What is expected: Pull out each line of the records holding the string "junction".

Source material:
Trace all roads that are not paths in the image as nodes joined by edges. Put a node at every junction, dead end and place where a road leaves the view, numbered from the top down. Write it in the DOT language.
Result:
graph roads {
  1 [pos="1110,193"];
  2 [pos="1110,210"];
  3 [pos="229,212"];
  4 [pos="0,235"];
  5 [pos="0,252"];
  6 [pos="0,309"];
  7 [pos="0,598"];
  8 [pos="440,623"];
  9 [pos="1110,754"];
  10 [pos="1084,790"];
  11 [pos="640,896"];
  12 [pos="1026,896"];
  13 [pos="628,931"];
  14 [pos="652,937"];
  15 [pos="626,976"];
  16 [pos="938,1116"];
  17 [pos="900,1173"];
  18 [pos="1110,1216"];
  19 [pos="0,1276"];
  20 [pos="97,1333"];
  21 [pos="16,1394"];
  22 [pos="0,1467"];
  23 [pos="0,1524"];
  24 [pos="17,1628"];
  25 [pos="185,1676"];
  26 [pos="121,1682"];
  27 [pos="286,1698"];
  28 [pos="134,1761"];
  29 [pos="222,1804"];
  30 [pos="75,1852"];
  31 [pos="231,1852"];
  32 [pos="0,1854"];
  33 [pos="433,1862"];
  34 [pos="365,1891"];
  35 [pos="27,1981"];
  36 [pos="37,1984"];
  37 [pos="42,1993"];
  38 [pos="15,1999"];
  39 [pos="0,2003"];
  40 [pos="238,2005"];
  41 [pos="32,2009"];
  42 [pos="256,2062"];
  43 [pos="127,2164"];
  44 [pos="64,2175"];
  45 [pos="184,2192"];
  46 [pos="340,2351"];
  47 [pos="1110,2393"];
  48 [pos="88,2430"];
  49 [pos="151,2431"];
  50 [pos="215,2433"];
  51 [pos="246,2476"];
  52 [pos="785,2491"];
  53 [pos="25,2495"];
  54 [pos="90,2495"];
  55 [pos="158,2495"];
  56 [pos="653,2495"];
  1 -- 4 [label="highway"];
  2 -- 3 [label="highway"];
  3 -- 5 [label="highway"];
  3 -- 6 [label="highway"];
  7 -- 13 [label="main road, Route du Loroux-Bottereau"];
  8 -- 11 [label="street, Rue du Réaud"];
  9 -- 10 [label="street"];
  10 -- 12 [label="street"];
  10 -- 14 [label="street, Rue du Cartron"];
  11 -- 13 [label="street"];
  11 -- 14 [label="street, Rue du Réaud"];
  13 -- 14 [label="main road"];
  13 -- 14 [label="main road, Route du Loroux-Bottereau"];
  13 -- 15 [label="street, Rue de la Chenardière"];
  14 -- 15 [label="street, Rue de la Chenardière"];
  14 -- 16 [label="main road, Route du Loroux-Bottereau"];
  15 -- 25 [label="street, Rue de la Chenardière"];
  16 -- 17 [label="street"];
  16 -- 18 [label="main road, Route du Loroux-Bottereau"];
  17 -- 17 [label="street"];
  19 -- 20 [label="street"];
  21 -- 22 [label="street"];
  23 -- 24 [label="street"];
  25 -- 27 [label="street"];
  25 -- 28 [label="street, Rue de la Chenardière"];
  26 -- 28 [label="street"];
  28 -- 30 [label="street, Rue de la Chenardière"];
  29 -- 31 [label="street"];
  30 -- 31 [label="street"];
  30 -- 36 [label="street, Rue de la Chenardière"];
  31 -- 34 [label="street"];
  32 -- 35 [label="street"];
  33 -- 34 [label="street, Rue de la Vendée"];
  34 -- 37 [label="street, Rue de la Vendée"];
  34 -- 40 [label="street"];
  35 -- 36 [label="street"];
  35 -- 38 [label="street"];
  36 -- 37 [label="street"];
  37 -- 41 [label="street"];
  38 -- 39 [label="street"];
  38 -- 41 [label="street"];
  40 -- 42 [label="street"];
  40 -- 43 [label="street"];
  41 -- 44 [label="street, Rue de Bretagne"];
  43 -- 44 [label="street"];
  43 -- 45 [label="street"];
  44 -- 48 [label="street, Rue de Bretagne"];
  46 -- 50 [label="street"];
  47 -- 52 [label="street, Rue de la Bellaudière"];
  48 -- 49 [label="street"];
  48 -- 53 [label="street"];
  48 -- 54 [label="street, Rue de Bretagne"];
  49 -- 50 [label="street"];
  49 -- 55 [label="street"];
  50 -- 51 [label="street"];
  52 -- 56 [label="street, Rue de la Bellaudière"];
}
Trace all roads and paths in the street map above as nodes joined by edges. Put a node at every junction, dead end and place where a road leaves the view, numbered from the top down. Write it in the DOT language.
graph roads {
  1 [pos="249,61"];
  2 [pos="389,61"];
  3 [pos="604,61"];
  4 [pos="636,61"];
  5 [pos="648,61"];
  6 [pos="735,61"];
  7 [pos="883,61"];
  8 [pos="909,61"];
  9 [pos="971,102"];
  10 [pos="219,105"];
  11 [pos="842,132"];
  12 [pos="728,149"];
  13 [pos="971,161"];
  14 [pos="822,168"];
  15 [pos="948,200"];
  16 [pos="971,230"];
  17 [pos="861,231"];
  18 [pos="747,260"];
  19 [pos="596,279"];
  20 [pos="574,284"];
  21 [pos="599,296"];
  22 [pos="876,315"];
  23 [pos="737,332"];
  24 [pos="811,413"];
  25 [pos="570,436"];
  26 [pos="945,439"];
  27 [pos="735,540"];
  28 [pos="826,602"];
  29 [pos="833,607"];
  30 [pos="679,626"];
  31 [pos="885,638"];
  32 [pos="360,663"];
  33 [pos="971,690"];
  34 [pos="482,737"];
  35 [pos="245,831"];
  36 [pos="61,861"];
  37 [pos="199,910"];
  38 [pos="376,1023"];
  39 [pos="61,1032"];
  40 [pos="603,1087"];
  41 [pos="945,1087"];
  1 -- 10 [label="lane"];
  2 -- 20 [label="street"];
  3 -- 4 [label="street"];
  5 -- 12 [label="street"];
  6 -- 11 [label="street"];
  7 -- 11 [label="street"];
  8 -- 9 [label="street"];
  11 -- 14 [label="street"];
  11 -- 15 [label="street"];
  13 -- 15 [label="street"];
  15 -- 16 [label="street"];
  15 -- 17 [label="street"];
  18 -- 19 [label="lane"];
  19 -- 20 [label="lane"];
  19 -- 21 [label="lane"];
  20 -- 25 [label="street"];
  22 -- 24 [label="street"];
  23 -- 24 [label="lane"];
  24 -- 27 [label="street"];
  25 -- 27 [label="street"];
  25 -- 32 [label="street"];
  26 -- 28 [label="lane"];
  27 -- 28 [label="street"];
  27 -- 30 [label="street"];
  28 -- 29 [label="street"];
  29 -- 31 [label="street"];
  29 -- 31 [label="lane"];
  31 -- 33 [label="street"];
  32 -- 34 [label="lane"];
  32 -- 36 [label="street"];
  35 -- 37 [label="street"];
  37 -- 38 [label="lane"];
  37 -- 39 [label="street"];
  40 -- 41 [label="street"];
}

Task response:
Trace all roads that are not paths in the image as nodes joined by edges. Put a node at every junction, dead end and place where a road leaves the view, numbered from the top down. Write it in the DOT language.
Trace all roads and paths in the street map above as nodes joined by edges. Put a node at every junction, dead end and place where a road leaves the view, numbered from the top down. Write it in the DOT language.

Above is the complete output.